The duel could have been held eight months ago if not for the Stade Dembda Diop’s stampede that left at least eight people dead, throwing Senegal into national mourning. With the stadium, where the fight was being planned to be staged, in ruins and renovations to take more than twelve months, it meant postponement of the Balla-Gris encounter. The development came at a time the Senegalese arena was being gripped by venue crisis as promoters feared incurring losses at prospects of organising matches at the 60,000 Leopold Sedar Senghore Stadium.
Then a miracle happened –the wait finally came to an end with 31stMarch 2018 picked as concrete date for the fight.
Much has been seen and words traded between the two wrestlers and their respective camps in the run-up to last weekend’s make-or-break tie.
The exchanges even at one point had the duo resorting to prying into one another’s privacy. But what had tongues wagging was Balla’s vows to beat his adversary in under a minute in his last presser.

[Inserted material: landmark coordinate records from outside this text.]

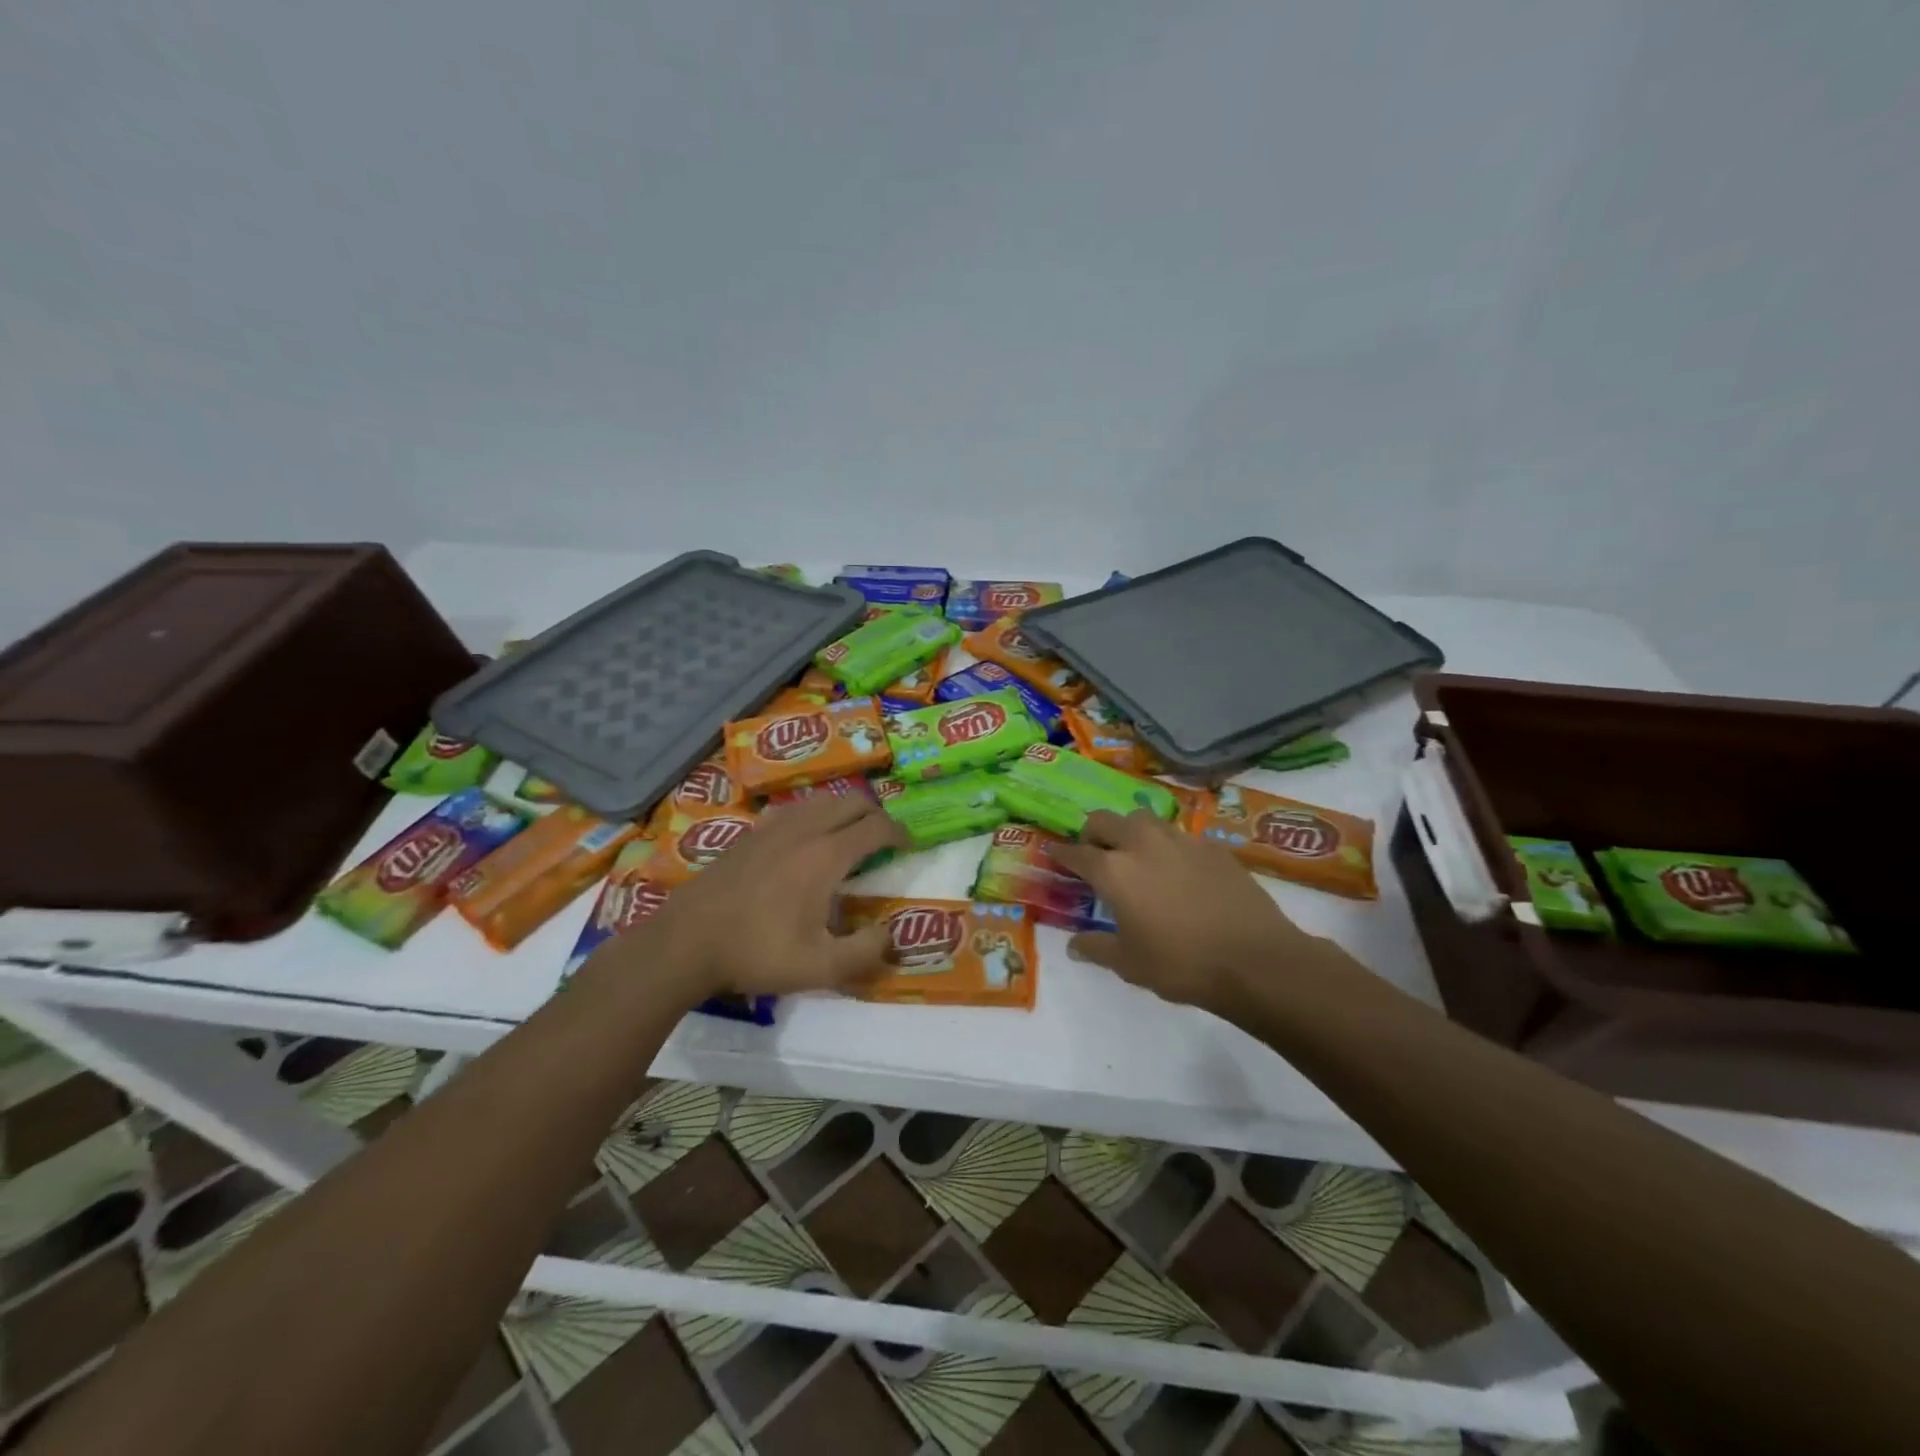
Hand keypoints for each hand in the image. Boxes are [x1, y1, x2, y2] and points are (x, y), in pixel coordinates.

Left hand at [599, 796, 905, 1003]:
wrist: (686, 942)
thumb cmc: (757, 953)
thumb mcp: (820, 967)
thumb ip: (865, 952)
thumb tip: (890, 935)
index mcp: (826, 855)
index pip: (875, 826)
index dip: (899, 832)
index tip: (908, 845)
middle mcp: (804, 830)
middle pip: (852, 802)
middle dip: (875, 814)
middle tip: (883, 839)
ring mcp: (773, 827)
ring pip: (822, 801)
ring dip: (844, 811)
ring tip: (848, 836)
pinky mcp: (750, 833)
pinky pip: (794, 809)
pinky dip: (814, 815)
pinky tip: (805, 839)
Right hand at [1048, 809, 1348, 1015]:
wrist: (1255, 959)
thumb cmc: (1181, 964)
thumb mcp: (1130, 964)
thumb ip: (1097, 948)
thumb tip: (1074, 945)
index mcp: (1113, 870)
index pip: (1076, 852)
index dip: (1061, 853)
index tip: (1054, 854)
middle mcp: (1141, 844)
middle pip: (1105, 820)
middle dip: (1093, 833)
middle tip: (1095, 854)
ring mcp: (1180, 840)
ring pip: (1143, 819)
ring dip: (1130, 831)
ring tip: (1136, 856)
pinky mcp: (1212, 846)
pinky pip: (1178, 835)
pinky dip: (1167, 846)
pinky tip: (1177, 871)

However, on day of the fight, the dynamics sang a rhythm perhaps different from Balla’s expectations. The fight did not end as many had hoped, wrapping up on points and on referee verdict. First one minute of the clash witnessed rapid succession of blows with Balla delivering uppercuts on Gris’ head, inviting intervention from the referee and a warning. The Tiger of Fass responded with left and right combinations at resumption of proceedings. Balla kept surging forward and cornered his opponent who went out of the sacks making it 1-1 on warnings. A minute later, an under pressure Gris was forced again out of the sacks as points stood at 2-1 in the Guediawaye-born’s favour.
Then the score board read 3-2 on warnings incurred still with Balla in the driving seat. By the 20th minute, it was apparent the combatants appeared weary. It was Gaye’s longest career fight ever. The pattern of fight did not change until the arbiters closed the clash in the final third.
Gris’ performance did not disappoint as the duel wasn’t a one-way traffic either despite his defensive approach. The Club Fass’ juggernaut sought to establish in Saturday’s thriller that he was no push-over or a stepping stone for any wrestler.